Terre-des-affranchis-Liliana-LazarAu début, j’ai été séduite. Passé le prologue annonciateur de mystère, les premiers chapitres font montre d’une écriture belle et maîtrisée et d’autant plus admirable que c’est celle d’une personne pour qui le français n’est pas la langue maternelle.

Les longues descriptions – le monastère orthodoxe roumain et ses ombres furtives, la Fosse aux Lions et la mort de Tudor Luca, le village de Slobozia et ses habitants – sont belles, mais ce sont surtout les petits phrases récapitulatives qui m’ont fait plaisir : « l’expérience de la sainteté effraie parfois plus qu’elle n’attire », ou encore « en sanctifiant le temps, l’Église en prenait le contrôle et ne le subissait plus ».

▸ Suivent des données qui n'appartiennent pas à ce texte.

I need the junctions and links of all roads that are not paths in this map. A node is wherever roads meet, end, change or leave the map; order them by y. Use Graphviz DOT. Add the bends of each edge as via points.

Une fois le décor planté, le ton change et l’on passe à l’action. Victor, fils du violent Tudor Luca, mort alors que Nicolae Ceausescu prend les rênes de la Roumanie communiste, est un être plutôt taciturne, et fort. Bûcheron de son état, il étouffe une jeune fille un jour de canicule, sans le vouloir, après qu’elle l’ait insulté. C’est le point de départ d’une longue période de réclusion pour Victor, caché dans la petite maison où vivent sa mère et sa sœur, à l’écart du village.

Les années passent, et pendant ce temps le village vit au rythme des saisons, des superstitions et des diktats de l’administration communiste (s’ils parviennent jusqu’au village). Simion, le jeune policier athée, se trouve une maîtresse, mais pas le coupable du meurtre. Ismail, le Tzigane, surveille son monde, prodiguant ses recettes et incantations un brin diaboliques pour jeunes filles en mal d’amour ou hommes en mal d’héritier. Ilie, le prêtre, fait recopier en douce, à la main, les rares manuscripts religieux soutirés à la censure officielle. Ce sera là un rare lien avec le monde extérieur pour Victor qui, au fil de ses copies, travaille à sa propre rédemption.

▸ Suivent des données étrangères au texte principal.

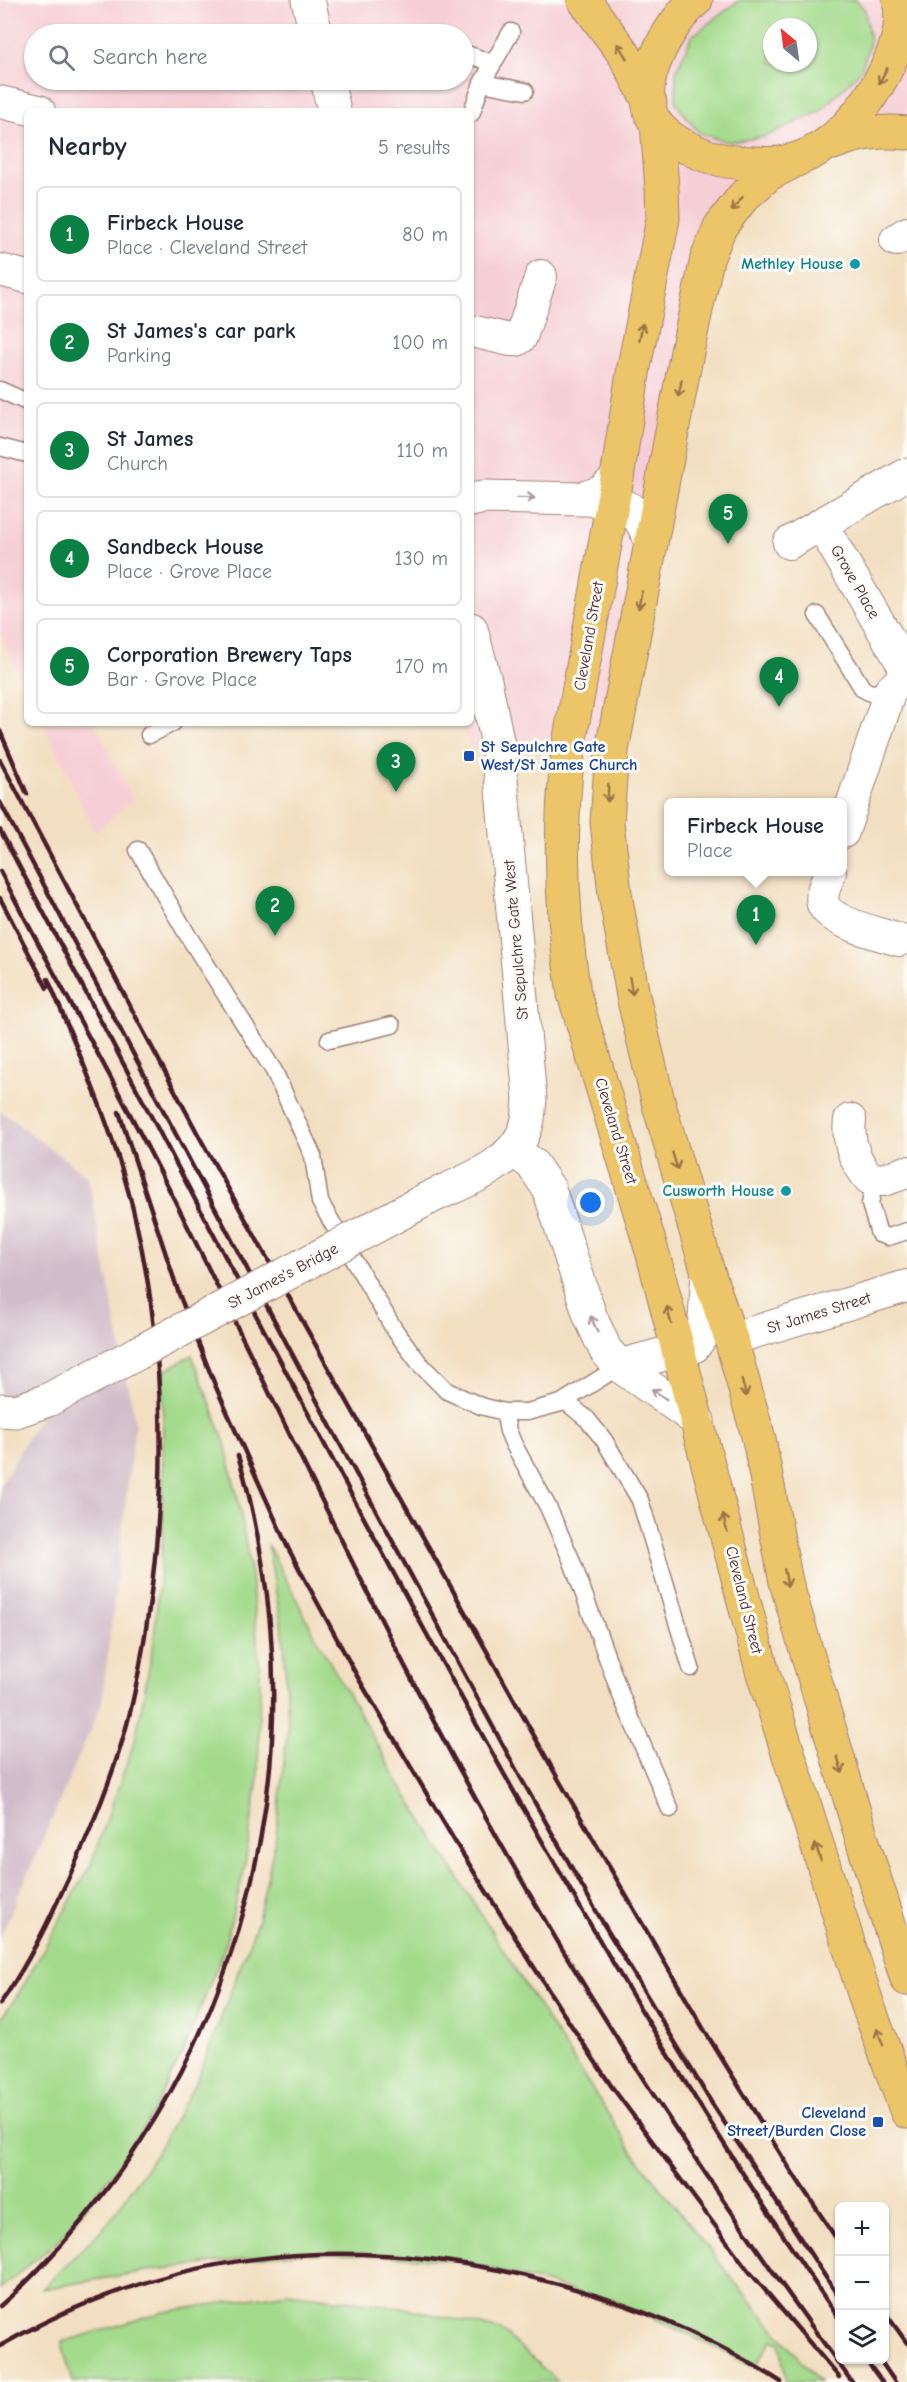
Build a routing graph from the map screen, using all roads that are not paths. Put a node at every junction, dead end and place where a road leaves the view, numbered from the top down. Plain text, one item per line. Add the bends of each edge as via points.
1 (308, 0) edge
2 (584, 0) edge
3 (696, 0) edge
4 (899, 0) edge
5 (907, 10) edge
6 (314, 24) edge
7 (511, 32) dead end
8 (474, 57) edge
9 (492, 63) junction
10 (482, 82) junction
11 (329, 90) edge
12 (525, 91) dead end
13 (0, 102) edge
14 (26, 108) edge
15 (333, 108) edge
16 (473, 108) edge
17 (653, 113) junction
18 (907, 133) edge
19 (810, 153) junction
20 (0, 270) edge
21 (24, 276) edge
22 (541, 276) dead end
23 (474, 332) edge
24 (0, 390) edge
25 (24, 401) edge
26 (0, 447) edge
27 (24, 453) edge
28 (907, 474) edge
29 (604, 493) junction
30 (474, 499) edge
31 (821, 524) junction
32 (651, 543) junction
33 (789, 543) dead end
34 (817, 615) dead end
35 (474, 640) edge
36 (901, 679) edge
37 (167, 726) edge
38 (148, 735) dead end
39 (847, 821) edge
40 (138, 850) dead end
41 (829, 876) edge
42 (899, 940) dead end
43 (392, 1025) dead end
44 (329, 1040) dead end
45 (850, 1120) dead end
46 (514, 1150) junction
47 (907, 1172) edge
48 (875, 1179) junction
49 (427, 1199) joint
50 (907, 1231) edge
51 (708, 1272) junction
52 (907, 1286) edge
53 (731, 1339) junction
54 (678, 1351) junction
55 (620, 1366) junction
56 (566, 1401) junction
57 (504, 1412) junction
58 (2, 1414) edge
59 (698, 1421) junction
60 (691, 1668) dead end
61 (670, 1809) dead end
62 (907, 1979) edge
63 (907, 2112) edge

1 - 6 street
17 -> 2 highway via 624,54
3 - 17 highway via 673,27 656,57 650,79
4 - 5 highway
4 -> 19 highway via 899,38 882,78 855,118
7 - 9 lane
8 - 9 lane
9 - 10 lane
10 - 12 lane
10 - 16 lane
11 - 15 street
13 - 14 street
17 - 19 highway via 677,141 714,159 779,163
29 -> 17 highway, Cleveland Street via 663,219
18 - 19 highway via 855,134
19 -> 32 highway via 769,174 743,196 720,227 711,247
20 - 21 street
22 - 23 street via 521,337 510,340
24 - 25 lane
26 - 27 lane
28 - 31 street
30 -> 29 street
29 - 32 street via 643,521
54 -> 29 highway, Cleveland Street via 574,994 567,952 561,826
31 - 33 street
31 - 36 street, Grove Place
32 -> 51 highway via 612,750 609,856 633,996 659,1105
34 - 36 lane via 863,689 871,693
35 - 46 street, St Sepulchre Gate West via 498,745 530,1099 526,1127
36 - 39 street
37 - 38 lane
40 - 57 lane via 274,1071 313,1156 320,1202 394,1329 447,1391
41 - 42 street via 822,895 830,913 839,920
43 - 44 lane
45 - 48 street via 848,1135 853,1151 865,1173
46 - 49 street, St Sepulchre Gate West via 490,1168
55 -> 46 street via 606,1351 590,1316 549,1189 532,1164
47 - 48 street
48 - 50 lane via 870,1204 879,1234 888,1237
49 - 58 street, St James's Bridge, bridge via 48,1400
51 - 53 highway
51 - 54 street via 704,1332 694,1346
52 - 53 street, St James Street
53 -> 62 highway via 759,1439 786,1582
54 - 55 street
54 - 59 highway, Cleveland Street
55 - 56 lane
59 -> 55 street
56 - 57 lane via 527,1412
56 - 60 lane via 604,1440 640,1500
57 - 61 lane via 514,1445 549,1508 571,1559 620,1693
63 -> 59 highway, Cleveland Street via 863,1991 766,1681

Malgré tout, l’hiver 1989 n’est pas pour Victor tant celui qui mène à la fin de l’ère Ceausescu que celui où il renoue avec le crime, le meurtre et le viol. Et c’est là, arrivée à mi-chemin dans ma lecture, que j’ai vraiment fini par perdre intérêt et sympathie pour Victor, qui semble incapable de décider s’il veut suivre la voie du bien ou celle du mal. J’ai eu encore plus de mal à y croire lorsqu’à la fin du livre, ayant pris l’identité d’une autre personne, il finit hissé en héros célébré et médiatisé.

Fallait-il voir en Victor une métaphore pour un peuple et une histoire roumains dont les erreurs seraient sans cesse répétées ? C’est un peu l’impression que donne Lazar : en 1989, « le pays se cherchait un héros que le fugitif de Slobozia s’apprêtait à incarner. » Victor n’était pas un saint, « mais il avait expié son crime, à l’image du peuple roumain qui après s’être corrompu avec le communisme, cherchait lui aussi sa repentance. »

De repentance, au final, il n’y en aura point : au contraire le livre se termine sur une vague menace de danger permanent. Pour moi, il a surtout abouti à un grand point d’interrogation quant à l’existence sur papier de Victor Luca. Peut-être, en y réfléchissant encore un peu, serait-il possible de faire émerger une explication mais, malgré un certain talent stylistique et de beaux passages sur les coutumes et superstitions locales, il n’est pas certain que j’aie envie de me replonger dans cette Terre des Affranchis.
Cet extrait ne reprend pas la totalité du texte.